The Hilbert Book Test Model is a purely mathematical model of the lower levels of the structure of physical reality. Its base consists of an infinite dimensional separable Hilbert space and its unique non-separable companion Hilbert space. Both Hilbert spaces use members of a version of the quaternionic number system to deliver the values of their inner products. Thus also the eigenvalues of the operators that map Hilbert spaces onto themselves are quaternions. A special reference operator applies the rational members of the selected quaternionic number system to enumerate an orthonormal base of the separable Hilbert space. It uses the base vectors as its eigenvectors and the enumerators as the corresponding eigenvectors. The eigenspace can be used as a parameter space of a set of quaternionic functions and these functions can be used to define a category of defined operators that reuse the eigenvectors of the reference operator and apply the corresponding target values of the function as its eigenvalues. The same trick can be performed in the non-separable companion Hilbert space, but this time all members of the number system are used.
A scanning vane can be defined as a subspace of the separable Hilbert space that is spanned by the eigenvectors of the selected reference operator that share the same real part of the corresponding eigenvalues. The real value can be interpreted as progression. The vane splits the Hilbert space between a historic part, a static status quo (the vane), and a future part.
The non-separable Hilbert space can be considered to embed its separable companion. And the vane can be interpreted as the subspace where the ongoing embedding process occurs.

The model impersonates a creator. This idea eases the discussion about the creation of the universe, which is the living space of the discrete objects that appear in the model.


This simple dynamic model offers two views. One is the creator’s view. The creator has access to all dynamic geometric data that are stored in the Hilbert spaces.
The other view is the observer’s view. Observers are constituted from elementary modules that travel with the vane. In the vane, rays represent these elementary modules. Rays are one-dimensional subspaces. In the vane, each elementary module owns a private location that is presented by the imaginary part of a quaternion. A stochastic mechanism generates these locations.
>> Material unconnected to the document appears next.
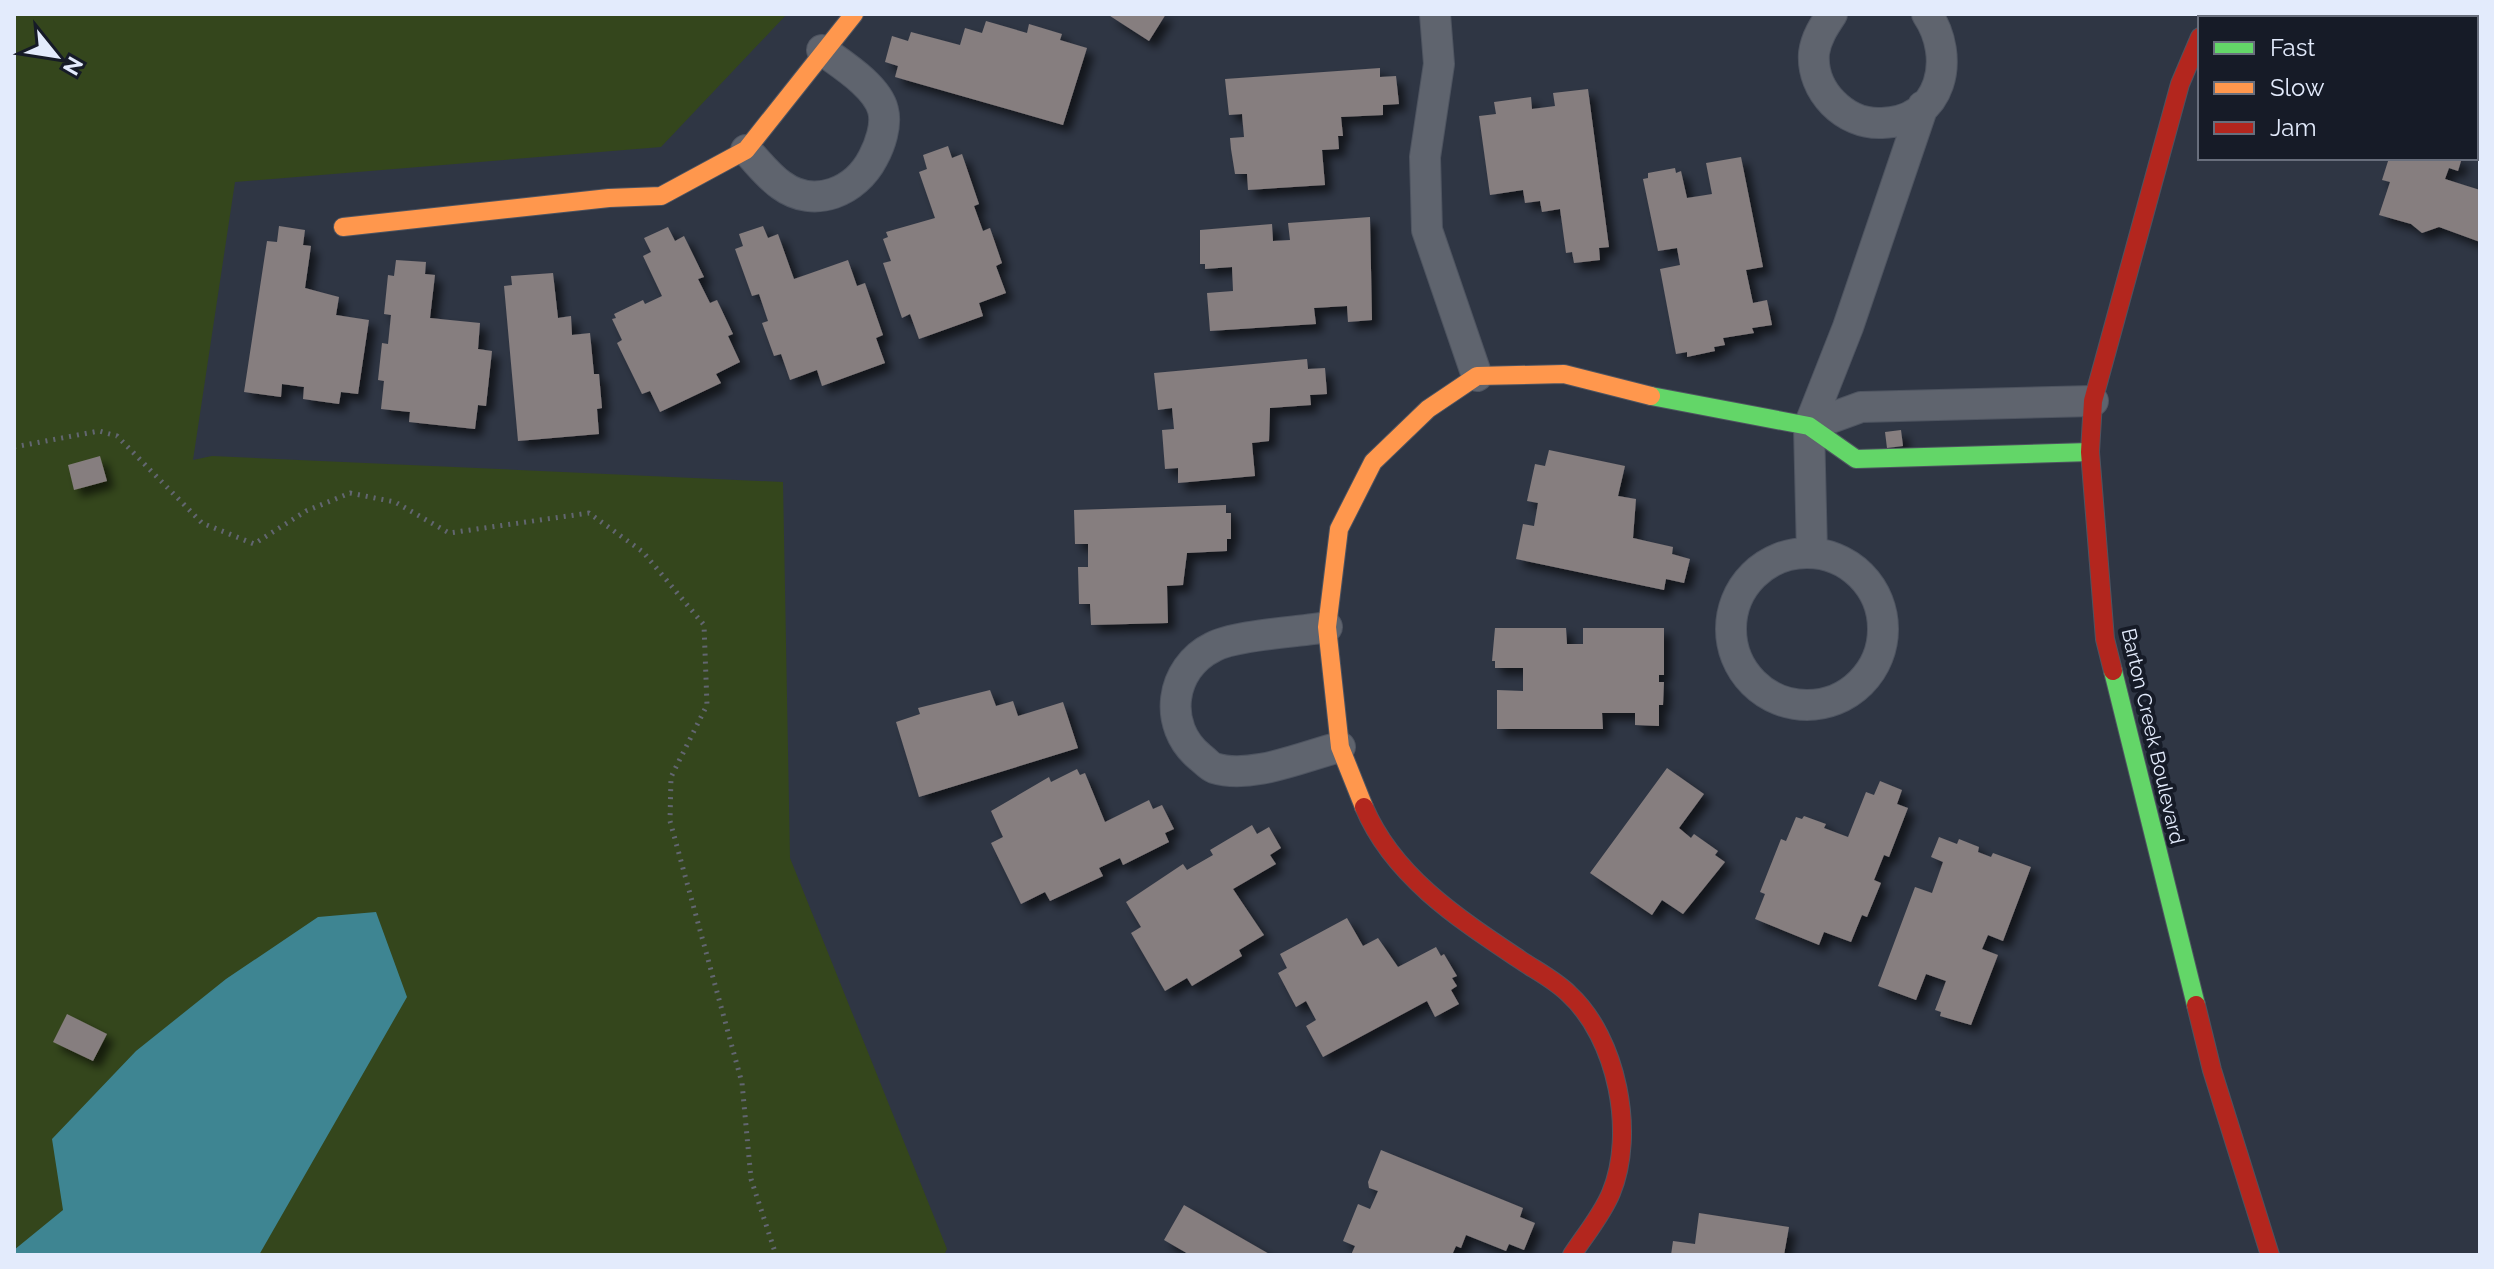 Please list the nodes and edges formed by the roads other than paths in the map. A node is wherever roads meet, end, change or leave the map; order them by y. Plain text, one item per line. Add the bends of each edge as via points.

Therefore, the elementary modules appear to hop around in a stochastic hopping path. After a while, the hop landing locations have formed a coherent location swarm. The swarm and the hopping path represent the elementary module. A location density distribution describes the coherent swarm. This distribution equals the squared modulus of the wavefunction of the elementary module.

Together the elementary modules constitute all other modules and the modular systems that appear in the model.

The observers have no access to the future part of the model. They get their information via deformations of the embedding continuum or via information messengers that travel in the embedding continuum. The embedding continuum is the living space of the elementary modules. Thus, it is also the living space of all observers.

In the creator’s view, the elementary modules live in a tube that zigzags through the living space. The tube may just cross the vane, but it may also happen that the tube reflects against the vane. The reflection can occur at the historic side of the vane, but it can also occur at the future side. With other words, the tube may cross the vane multiple times. This means that the same elementary module can exist multiple times at the same instant in the vane. These appearances are entangled in a way that must be mysterious to the observers.
The observers will interpret the reflection against the historic side of the vane as the annihilation of a pair of an elementary module and its anti-module. The observers interpret the reflection against the future side of the vane as the creation of a pair of an elementary module and its anti-module.